TASK PROMPT ::
If an entry holds a picture, drop the picture but restate the entry word for word.

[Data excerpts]
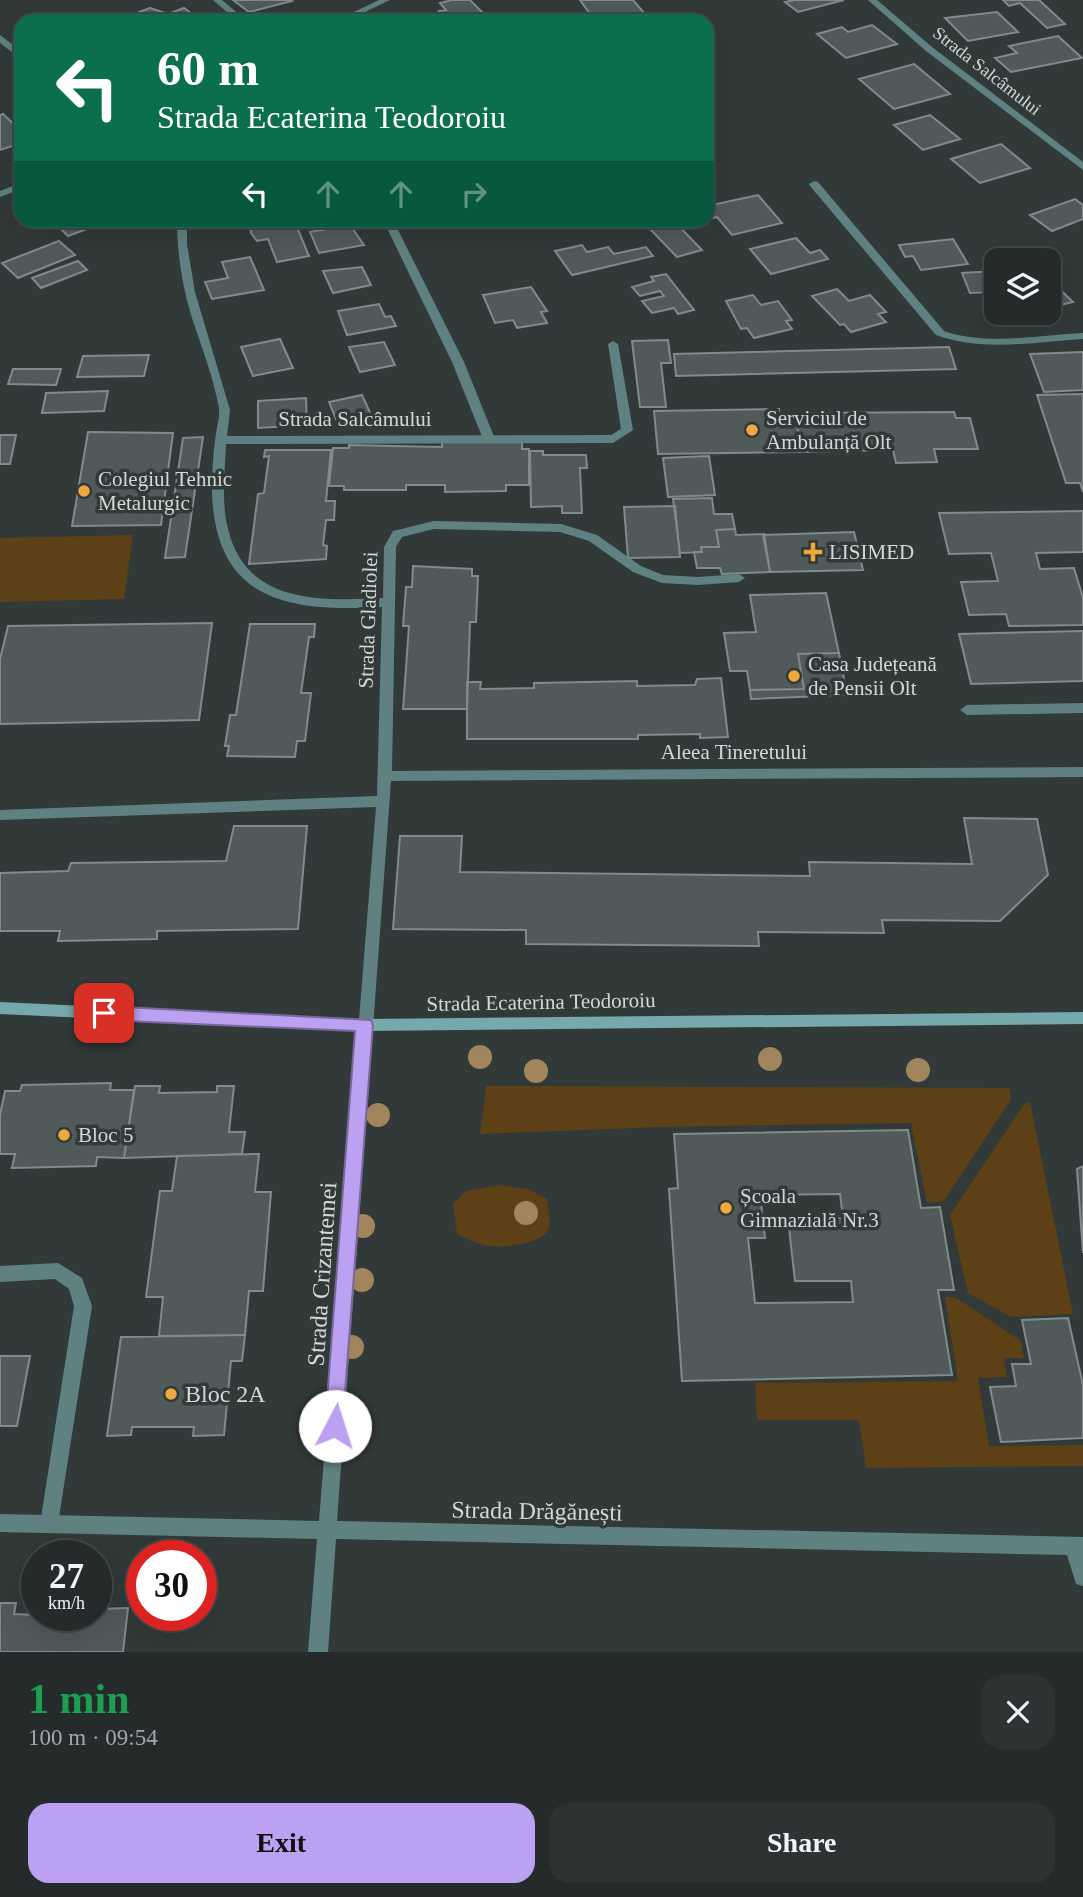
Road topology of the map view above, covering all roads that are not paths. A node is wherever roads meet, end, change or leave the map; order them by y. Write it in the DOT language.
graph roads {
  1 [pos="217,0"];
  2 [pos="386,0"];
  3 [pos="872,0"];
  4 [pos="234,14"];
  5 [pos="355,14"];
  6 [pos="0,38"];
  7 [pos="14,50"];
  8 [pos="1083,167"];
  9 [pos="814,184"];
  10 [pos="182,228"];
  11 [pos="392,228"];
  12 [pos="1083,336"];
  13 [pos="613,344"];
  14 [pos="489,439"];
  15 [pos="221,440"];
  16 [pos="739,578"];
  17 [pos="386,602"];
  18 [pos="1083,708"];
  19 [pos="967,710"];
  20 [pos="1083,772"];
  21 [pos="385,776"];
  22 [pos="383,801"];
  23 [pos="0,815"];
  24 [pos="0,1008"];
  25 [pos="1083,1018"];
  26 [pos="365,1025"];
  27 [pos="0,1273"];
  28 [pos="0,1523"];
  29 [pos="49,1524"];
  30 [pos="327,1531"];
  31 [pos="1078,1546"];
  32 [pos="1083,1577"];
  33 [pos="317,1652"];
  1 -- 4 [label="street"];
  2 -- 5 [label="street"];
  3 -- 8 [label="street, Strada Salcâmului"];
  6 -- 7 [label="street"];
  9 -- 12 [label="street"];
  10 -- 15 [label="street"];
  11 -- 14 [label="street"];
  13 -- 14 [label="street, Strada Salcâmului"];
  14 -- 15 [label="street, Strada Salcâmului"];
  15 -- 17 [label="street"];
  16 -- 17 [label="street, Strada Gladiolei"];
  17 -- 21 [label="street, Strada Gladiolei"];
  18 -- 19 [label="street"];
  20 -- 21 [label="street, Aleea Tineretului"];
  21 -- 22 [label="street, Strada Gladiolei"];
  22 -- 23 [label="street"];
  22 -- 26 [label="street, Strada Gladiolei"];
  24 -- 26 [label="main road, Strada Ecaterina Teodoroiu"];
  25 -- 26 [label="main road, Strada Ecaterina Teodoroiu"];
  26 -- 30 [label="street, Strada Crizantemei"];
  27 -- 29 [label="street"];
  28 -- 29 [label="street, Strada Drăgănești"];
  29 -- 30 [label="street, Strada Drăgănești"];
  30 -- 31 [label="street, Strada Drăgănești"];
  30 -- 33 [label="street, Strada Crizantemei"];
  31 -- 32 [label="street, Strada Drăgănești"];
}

RESPONSE FOR THIS EXERCISE ::
Road topology of the map view above, covering all roads that are not paths. A node is wherever roads meet, end, change or leave the map; order them by y. Write it in the DOT language.
graph roads {
  1 [pos="217,0"];
  2 [pos="386,0"];
  3 [pos="872,0"];
  4 [pos="234,14"];
  5 [pos="355,14"];
  6 [pos="0,38"];
  7 [pos="14,50"];
  8 [pos="1083,167"];
  9 [pos="814,184"];
  10 [pos="182,228"];
  11 [pos="392,228"];
  12 [pos="1083,336"];
  13 [pos="613,344"];
  14 [pos="489,439"];
  15 [pos="221,440"];
  16 [pos="739,578"];
  17 [pos="386,602"];
  18 [pos="1083,708"];
  19 [pos="967,710"];
  20 [pos="1083,772"];
  21 [pos="385,776"];
  22 [pos="383,801"];
  23 [pos="0,815"];
  24 [pos="0,1008"];
  25 [pos="1083,1018"];
  26 [pos="365,1025"];
  27 [pos="0,1273"];
  28 [pos="0,1523"];
  29 [pos="49,1524"];
  30 [pos="327,1531"];
  31 [pos="1078,1546"];
  32 [pos="1083,1577"];
  33 [pos="317,1652"];
  1 -- 4 [label="street"];
  2 -- 5 [label="street"];
  3 -- 8 [label="street, Strada Salcâmului"];
  6 -- 7 [label="street"];
  9 -- 12 [label="street"];
  10 -- 15 [label="street"];
  11 -- 14 [label="street"];
  13 -- 14 [label="street, Strada Salcâmului"];
  14 -- 15 [label="street, Strada Salcâmului"];
  15 -- 17 [label="street"];
  16 -- 17 [label="street, Strada Gladiolei"];
  17 -- 21 [label="street, Strada Gladiolei"];
  18 -- 19 [label="street"];
  20 -- 21 [label="street, Aleea Tineretului"];
  21 -- 22 [label="street, Strada Gladiolei"];
  22 -- 23 [label="street"];
  22 -- 26 [label="street, Strada Gladiolei"];
  24 -- 26 [label="main road, Strada Ecaterina Teodoroiu"];
  25 -- 26 [label="main road, Strada Ecaterina Teodoroiu"];
  26 -- 30 [label="street, Strada Crizantemei"];
  27 -- 29 [label="street"];
  28 -- 29 [label="street, Strada Drăgănești"];
  29 -- 30 [label="street, Strada Drăgănești"];
  30 -- 31 [label="street, Strada Drăgănești"];
  30 -- 33 [label="street, Strada Crizantemei"];
  31 -- 32 [label="street, Strada Drăgănești"];
}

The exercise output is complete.